═════ PROVIDED DATA ═════
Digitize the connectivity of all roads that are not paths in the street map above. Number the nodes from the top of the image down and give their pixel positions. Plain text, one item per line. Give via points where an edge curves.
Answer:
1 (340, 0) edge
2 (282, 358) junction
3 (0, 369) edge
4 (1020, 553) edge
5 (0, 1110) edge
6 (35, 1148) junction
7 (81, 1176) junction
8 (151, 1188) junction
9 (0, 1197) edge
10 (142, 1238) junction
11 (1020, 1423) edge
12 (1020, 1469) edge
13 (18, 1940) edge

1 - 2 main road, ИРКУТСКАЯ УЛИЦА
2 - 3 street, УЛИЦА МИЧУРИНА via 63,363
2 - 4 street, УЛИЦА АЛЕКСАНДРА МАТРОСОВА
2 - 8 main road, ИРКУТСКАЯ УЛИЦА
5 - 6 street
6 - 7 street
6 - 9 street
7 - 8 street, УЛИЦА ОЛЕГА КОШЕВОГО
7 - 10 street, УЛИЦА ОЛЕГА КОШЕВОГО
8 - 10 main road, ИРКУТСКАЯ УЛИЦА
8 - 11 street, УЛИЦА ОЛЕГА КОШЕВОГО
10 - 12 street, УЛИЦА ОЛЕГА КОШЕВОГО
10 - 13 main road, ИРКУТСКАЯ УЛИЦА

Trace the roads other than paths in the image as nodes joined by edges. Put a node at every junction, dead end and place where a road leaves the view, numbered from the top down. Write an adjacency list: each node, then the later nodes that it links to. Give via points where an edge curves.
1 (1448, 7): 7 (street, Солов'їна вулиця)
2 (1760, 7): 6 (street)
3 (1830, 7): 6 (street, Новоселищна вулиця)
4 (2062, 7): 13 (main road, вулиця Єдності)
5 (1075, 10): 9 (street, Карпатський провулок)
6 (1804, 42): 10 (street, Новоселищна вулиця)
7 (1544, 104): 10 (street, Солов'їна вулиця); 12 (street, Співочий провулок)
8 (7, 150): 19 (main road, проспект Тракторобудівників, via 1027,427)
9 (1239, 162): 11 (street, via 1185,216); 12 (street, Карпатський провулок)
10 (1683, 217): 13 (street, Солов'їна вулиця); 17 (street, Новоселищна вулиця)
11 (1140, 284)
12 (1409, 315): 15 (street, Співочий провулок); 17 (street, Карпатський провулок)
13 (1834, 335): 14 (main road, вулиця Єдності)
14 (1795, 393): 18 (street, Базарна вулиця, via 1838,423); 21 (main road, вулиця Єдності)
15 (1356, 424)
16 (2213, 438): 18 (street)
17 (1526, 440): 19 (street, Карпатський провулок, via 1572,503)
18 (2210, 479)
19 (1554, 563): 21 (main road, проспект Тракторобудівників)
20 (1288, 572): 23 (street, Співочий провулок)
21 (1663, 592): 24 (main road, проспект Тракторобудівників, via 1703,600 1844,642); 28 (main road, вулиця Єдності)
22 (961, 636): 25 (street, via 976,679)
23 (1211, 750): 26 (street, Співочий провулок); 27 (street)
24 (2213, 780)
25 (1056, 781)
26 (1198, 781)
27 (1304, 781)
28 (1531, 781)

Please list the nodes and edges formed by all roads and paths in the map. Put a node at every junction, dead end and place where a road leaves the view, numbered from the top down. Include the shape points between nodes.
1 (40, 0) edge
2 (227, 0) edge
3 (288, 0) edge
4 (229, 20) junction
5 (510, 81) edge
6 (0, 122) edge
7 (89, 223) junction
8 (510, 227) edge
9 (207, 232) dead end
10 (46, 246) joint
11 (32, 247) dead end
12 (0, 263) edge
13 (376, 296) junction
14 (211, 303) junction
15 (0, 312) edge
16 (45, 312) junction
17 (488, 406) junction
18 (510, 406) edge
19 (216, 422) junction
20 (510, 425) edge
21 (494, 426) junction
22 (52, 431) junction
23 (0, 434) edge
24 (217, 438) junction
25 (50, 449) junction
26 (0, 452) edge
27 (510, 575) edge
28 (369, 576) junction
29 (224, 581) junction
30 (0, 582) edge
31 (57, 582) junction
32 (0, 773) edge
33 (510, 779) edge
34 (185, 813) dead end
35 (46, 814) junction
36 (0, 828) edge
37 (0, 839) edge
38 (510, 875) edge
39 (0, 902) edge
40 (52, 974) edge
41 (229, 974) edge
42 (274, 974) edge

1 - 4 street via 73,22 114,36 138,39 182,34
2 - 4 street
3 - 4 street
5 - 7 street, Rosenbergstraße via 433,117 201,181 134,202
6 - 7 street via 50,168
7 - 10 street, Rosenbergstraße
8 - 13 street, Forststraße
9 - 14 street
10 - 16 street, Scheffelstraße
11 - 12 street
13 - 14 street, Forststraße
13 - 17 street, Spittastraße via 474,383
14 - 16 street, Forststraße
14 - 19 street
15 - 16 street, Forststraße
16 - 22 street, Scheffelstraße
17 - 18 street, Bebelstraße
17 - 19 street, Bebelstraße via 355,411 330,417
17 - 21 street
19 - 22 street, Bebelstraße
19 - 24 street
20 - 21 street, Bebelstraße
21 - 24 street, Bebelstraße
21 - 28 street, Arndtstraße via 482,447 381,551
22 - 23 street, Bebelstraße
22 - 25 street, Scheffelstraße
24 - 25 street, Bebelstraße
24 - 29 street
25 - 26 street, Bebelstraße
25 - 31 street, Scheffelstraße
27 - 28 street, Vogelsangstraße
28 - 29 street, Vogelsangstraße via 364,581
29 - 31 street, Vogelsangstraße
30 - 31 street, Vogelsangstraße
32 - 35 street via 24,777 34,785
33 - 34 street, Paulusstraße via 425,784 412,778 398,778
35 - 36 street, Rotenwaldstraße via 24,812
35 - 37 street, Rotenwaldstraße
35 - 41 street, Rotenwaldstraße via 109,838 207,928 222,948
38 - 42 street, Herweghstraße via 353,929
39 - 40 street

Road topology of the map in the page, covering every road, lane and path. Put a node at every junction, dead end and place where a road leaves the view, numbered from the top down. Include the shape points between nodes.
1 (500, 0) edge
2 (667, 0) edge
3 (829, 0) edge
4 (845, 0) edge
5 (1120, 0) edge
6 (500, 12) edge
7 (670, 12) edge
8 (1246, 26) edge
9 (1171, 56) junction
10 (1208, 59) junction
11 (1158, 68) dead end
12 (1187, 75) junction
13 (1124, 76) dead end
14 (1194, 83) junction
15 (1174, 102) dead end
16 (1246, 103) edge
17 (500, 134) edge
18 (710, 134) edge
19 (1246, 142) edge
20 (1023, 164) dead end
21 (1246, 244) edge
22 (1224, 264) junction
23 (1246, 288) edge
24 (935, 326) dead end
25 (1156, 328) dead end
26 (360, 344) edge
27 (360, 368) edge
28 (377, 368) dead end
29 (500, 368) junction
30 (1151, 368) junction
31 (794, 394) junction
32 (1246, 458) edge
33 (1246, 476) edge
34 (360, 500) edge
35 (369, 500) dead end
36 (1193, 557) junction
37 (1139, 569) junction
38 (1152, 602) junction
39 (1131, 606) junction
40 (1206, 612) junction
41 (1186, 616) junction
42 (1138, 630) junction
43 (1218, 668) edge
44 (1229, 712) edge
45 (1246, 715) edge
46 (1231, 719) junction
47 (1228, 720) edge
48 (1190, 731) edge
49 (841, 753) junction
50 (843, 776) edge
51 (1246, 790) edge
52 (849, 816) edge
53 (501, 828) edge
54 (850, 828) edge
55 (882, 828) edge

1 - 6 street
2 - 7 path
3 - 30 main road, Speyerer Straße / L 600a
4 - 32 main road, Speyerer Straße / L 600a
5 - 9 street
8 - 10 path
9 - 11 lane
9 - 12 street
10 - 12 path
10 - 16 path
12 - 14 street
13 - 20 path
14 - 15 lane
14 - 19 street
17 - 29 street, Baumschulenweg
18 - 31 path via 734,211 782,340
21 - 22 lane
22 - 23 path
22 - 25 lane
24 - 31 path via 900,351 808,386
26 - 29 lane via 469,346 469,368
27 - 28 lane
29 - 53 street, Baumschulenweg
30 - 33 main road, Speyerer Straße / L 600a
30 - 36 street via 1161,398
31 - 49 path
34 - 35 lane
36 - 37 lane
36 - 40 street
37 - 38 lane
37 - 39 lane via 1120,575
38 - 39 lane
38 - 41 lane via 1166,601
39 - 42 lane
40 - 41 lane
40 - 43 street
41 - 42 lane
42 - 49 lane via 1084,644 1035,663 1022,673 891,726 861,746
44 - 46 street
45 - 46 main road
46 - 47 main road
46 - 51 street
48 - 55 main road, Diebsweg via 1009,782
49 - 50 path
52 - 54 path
═════
» **WHAT YOU ARE ASKED TO DO**
The exercise is to copy out every line above that has the word "Rotenwaldstraße" in it.

» **EXERCISE RESPONSE**
35 - 36 street, Rotenwaldstraße via 24,812
35 - 37 street, Rotenwaldstraße
35 - 41 street, Rotenwaldstraße via 109,838 207,928 222,948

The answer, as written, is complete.